## Required work
Where a line holds the word "highway", copy that line from the data below.
(Beginning of Task inputs)
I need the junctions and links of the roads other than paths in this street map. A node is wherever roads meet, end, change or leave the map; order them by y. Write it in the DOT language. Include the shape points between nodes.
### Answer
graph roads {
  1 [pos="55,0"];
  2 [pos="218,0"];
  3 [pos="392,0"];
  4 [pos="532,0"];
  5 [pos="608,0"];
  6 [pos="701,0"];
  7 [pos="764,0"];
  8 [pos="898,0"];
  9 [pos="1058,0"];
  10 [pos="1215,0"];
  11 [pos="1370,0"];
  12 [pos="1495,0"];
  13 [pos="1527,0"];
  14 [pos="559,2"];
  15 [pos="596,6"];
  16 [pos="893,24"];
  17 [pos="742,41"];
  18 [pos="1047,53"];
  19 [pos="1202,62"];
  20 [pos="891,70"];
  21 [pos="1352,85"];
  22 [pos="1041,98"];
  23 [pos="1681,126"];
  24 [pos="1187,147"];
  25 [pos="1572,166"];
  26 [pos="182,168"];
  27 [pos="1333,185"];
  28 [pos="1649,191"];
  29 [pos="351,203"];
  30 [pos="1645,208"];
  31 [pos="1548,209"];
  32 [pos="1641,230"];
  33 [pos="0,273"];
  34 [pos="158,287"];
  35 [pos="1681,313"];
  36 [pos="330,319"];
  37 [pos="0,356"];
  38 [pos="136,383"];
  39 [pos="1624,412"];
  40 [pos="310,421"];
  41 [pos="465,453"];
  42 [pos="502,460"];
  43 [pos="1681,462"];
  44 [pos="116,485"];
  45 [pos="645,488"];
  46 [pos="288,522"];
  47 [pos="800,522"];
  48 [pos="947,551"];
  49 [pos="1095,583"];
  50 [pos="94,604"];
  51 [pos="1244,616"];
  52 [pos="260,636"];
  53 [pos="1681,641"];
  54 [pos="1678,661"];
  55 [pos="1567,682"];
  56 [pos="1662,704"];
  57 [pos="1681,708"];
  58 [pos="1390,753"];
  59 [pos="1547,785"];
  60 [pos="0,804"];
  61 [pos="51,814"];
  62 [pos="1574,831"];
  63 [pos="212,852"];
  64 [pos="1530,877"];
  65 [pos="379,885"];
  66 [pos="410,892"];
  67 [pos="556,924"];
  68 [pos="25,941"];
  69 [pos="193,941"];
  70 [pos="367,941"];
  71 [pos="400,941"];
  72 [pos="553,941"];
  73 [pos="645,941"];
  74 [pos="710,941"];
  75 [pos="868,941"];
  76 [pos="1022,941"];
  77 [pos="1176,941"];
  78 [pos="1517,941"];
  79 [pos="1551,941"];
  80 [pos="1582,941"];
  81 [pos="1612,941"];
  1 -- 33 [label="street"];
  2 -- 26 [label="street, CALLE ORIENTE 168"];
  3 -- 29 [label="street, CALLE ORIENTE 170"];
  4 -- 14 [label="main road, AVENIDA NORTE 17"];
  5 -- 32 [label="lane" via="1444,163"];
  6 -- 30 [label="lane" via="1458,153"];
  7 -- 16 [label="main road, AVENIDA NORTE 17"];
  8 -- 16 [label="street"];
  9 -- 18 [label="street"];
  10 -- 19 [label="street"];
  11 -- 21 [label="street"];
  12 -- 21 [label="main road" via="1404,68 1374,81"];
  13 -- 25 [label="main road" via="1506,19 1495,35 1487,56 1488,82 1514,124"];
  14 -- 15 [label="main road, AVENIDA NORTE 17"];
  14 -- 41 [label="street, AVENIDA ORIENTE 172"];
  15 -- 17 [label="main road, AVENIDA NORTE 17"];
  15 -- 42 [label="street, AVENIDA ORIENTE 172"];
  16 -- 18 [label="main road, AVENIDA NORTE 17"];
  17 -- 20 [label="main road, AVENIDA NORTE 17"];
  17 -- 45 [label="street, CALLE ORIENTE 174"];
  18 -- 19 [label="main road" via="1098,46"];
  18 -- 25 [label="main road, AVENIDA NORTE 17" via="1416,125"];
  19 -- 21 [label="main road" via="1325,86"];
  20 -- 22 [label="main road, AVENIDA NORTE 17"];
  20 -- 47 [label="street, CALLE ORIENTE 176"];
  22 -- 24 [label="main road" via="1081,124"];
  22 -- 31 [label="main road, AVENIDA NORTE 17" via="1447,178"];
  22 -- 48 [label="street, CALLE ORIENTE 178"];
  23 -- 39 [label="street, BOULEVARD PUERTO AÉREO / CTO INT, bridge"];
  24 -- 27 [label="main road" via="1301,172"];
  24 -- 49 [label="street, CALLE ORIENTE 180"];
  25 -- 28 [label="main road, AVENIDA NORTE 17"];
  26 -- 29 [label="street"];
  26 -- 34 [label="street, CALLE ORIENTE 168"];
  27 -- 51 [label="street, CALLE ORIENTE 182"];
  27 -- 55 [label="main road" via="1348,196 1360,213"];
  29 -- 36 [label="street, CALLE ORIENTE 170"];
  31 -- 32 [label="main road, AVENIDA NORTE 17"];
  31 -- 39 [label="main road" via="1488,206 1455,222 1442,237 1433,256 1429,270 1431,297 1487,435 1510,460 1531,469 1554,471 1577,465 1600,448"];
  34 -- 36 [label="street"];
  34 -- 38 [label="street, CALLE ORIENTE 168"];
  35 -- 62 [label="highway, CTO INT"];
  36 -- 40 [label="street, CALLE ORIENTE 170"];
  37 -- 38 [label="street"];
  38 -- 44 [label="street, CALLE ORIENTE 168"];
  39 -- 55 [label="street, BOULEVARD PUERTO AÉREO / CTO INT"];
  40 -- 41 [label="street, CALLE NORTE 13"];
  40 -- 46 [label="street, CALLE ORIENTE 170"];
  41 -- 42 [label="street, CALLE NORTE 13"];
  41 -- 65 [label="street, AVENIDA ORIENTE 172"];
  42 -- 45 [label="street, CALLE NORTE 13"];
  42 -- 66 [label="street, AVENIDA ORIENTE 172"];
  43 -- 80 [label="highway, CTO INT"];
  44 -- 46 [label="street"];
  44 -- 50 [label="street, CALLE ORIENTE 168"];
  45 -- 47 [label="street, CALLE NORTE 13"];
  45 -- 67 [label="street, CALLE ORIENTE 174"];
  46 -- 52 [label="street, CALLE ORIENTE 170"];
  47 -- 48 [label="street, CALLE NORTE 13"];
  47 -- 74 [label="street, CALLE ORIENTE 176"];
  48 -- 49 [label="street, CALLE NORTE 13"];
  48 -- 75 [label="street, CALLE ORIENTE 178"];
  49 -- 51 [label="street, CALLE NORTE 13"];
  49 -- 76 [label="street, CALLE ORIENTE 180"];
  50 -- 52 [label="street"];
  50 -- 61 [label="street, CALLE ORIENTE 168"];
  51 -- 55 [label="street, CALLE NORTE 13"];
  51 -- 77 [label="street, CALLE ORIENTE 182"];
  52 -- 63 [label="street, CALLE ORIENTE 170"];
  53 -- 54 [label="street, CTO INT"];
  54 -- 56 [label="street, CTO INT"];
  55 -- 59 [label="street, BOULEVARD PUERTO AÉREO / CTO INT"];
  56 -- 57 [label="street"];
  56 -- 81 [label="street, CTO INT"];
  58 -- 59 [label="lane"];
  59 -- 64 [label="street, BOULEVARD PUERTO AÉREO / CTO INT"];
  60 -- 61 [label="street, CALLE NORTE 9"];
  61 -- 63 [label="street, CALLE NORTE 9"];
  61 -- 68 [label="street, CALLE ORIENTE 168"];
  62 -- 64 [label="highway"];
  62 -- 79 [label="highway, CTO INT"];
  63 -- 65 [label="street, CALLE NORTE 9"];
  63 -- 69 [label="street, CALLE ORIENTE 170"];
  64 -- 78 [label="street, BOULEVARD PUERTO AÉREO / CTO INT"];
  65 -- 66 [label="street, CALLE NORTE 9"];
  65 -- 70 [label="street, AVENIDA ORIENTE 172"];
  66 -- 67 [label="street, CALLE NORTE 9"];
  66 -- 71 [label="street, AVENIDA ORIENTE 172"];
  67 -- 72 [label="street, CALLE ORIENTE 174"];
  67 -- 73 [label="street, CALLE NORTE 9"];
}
(End of Task inputs)
## Task output
  35 -- 62 [label="highway, CTO INT"];
  43 -- 80 [label="highway, CTO INT"];
  62 -- 64 [label="highway"];
  62 -- 79 [label="highway, CTO INT"];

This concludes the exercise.